In this age of ultra eccentric ‘gurus’, it’s refreshing to come across someone who not only knows what he is talking about, but is willing to give you the time of day when you ask him some of the most naïve questions one can come up with when it comes to amps. 

Oh, did I mention that he fixed my amp in just a few days.

Thanks again Bill - the Boogie has never sounded better!

Your friend,
'Tame' Charles


----------



## Rumble_b (Feb 14, 2006)

Not surprised to hear that. Bill is a great guy. When I was modding/re-building an amp I was having a lot of trouble finding a part for it. Bill sent me the part, for free. He had some lying around and just threw it in the mail for me. It was nothing big but what he did was. Saved me a lot of trouble and I got the job done.


----------



## guitarman2 (Aug 25, 2006)

Good thing it was only tubes, I'm quite certain it was him that told me Mesa's are a pain to work on and most techs don't like to. Please correct me if I'm wrong about it being you that told me, Wild Bill.


----------



## guitarman2 (Aug 25, 2006)

Rumble_b said:


> It was nothing big but what he did was. Saved me a lot of trouble and I got the job done.

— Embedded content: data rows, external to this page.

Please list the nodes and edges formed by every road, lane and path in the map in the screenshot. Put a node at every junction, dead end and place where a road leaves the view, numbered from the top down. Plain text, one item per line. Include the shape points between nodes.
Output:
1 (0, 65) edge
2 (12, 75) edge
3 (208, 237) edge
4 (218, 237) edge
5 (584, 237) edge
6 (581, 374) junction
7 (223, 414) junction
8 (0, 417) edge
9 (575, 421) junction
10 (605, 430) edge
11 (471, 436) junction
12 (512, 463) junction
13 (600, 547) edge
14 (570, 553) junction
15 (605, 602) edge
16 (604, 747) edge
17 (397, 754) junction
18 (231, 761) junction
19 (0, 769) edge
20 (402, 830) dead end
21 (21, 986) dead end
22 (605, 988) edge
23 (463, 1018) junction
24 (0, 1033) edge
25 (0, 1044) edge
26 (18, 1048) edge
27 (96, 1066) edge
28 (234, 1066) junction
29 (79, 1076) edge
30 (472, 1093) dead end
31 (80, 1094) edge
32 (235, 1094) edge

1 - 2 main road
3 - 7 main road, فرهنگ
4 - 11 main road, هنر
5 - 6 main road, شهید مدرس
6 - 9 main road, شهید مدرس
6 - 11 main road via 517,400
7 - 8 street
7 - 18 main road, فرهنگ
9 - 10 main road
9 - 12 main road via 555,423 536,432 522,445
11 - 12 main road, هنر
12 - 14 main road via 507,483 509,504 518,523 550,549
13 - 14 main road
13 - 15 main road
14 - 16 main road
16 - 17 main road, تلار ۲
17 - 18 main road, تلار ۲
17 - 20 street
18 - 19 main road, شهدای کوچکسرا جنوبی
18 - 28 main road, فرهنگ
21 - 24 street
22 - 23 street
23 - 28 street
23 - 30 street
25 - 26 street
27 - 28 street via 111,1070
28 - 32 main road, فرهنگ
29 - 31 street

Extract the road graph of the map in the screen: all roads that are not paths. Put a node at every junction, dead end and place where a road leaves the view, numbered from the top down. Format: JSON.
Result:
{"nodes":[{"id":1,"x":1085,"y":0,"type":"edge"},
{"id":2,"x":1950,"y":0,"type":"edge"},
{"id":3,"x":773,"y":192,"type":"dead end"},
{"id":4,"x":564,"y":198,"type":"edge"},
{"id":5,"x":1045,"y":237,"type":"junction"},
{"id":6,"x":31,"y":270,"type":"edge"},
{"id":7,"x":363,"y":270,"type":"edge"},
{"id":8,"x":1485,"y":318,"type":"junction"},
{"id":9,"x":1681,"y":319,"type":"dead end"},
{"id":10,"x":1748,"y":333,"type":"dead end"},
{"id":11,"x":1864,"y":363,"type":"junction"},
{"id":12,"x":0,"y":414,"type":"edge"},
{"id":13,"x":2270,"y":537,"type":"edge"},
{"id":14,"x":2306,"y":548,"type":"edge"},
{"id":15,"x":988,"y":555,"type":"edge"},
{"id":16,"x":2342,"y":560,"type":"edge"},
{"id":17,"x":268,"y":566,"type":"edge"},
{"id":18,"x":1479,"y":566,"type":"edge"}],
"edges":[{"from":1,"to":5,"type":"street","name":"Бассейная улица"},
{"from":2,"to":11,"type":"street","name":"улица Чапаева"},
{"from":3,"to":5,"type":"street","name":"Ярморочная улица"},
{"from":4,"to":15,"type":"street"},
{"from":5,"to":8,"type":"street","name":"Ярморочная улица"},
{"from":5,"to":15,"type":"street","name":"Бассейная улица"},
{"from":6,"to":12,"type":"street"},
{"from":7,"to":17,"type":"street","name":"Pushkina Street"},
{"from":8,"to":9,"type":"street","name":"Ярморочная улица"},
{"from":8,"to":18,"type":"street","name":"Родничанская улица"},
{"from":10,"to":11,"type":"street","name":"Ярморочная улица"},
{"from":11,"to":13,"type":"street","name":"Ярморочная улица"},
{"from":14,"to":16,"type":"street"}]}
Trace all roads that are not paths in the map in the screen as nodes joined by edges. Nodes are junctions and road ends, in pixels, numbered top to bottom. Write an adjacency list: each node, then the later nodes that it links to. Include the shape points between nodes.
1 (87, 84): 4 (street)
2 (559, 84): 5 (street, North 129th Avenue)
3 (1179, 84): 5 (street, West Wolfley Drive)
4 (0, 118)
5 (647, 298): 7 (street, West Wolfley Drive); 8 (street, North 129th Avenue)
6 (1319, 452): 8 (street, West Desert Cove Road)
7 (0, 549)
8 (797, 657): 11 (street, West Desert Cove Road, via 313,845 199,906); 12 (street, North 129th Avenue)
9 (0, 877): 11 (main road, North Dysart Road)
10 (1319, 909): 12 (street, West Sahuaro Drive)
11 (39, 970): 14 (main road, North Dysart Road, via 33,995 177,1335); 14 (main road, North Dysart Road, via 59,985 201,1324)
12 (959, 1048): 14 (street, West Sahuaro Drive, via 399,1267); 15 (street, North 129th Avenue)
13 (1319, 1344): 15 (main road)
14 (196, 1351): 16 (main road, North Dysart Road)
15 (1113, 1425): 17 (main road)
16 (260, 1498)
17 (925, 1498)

Maybe not big in value but it sounds like it was huge in "HEART".


----------



## Budda (May 29, 2007)

bill is in the Niagra region?

hm.

hehe


----------



## davetcan (Feb 27, 2006)

Budda said:


> bill is in the Niagra region?
> 
> hm.
> 
> hehe


Stoneycreek. (and he is the best).


----------



## keeperofthegood (Apr 30, 2008)

LOL Stoney creek is now a part of Hamilton. :sport-smiley-002:not the smartest move ever made the amalgamation craze, lots hate it and with good reason! But if you are looking for Stoney creek maps etc, you may not find such anylonger, you need to be looking for Hamilton (online information is better in this regaurd).

:/ I think the only reason the original 6 city names are retained was a sence of political self preservation. Axing the names would have been suicide and yet there are always at election time people that want to amalgamate it all into one Hamilton


----------



## Ripper (Jul 1, 2006)

guitarman2 said:


> Good thing it was only tubes, I'm quite certain it was him that told me Mesa's are a pain to work on and most techs don't like to. Please correct me if I'm wrong about it being you that told me, Wild Bill.


Guitarman2 you are absolutely correct. Wild Bill doesn't like working on Mesa's as they are a PITA. I am the same as him in that respect, I don't like working on them and thankfully out here I don't see alot of them that require a pile of work, only retubing etc.


----------



## vds5000 (Apr 14, 2008)

A few notes:

MESAs being a PITA: 
Bill and I spoke about this - the ones built before Mesa introduced the Dual Rectum are reasonable to work on. It's the ones that came out after the Rectum was introduced that are a pain.

Bill's Location:
He's not that far from Niagara - it took me about 15-20 min to get there on the weekend to pick up the amp. I'd say his location is pretty much on the Stoney Creek/Hamilton border.

More Thanks:
Actually, I owe the people on this forum a big thanks! If it weren't for this forum, I would never have known about him. So a big thanks to all of you folks! 

'Thankful' Charles


----------



## RIFF WRATH (Jan 22, 2007)

had to jump into this thread re kudo's for wild bill........bill was kind enough to upgrade an old pine amp for me that I turned into a head......rated at about 3watts........the amp has sat for about 6mos.......tried it in the winter when hamstrung was visiting, but all we got was a buzzing....(I think was just a bad cable).........originally thought it was the pos speaker we installed to have a permanent "load" an was going to install another.......anyways I fired it up this weekend in the shed, firstly with the built in speaker, then into a 2X12 then into a 1x12.........needles to say the missus gave me heck......."why does everything have to be cranked?"...........I was completly blown away with the clarity and volume of this little tube amp..........(almost) loud enough to be heard without miking I think.........thanks again Bill 
cheers
Gerry


----------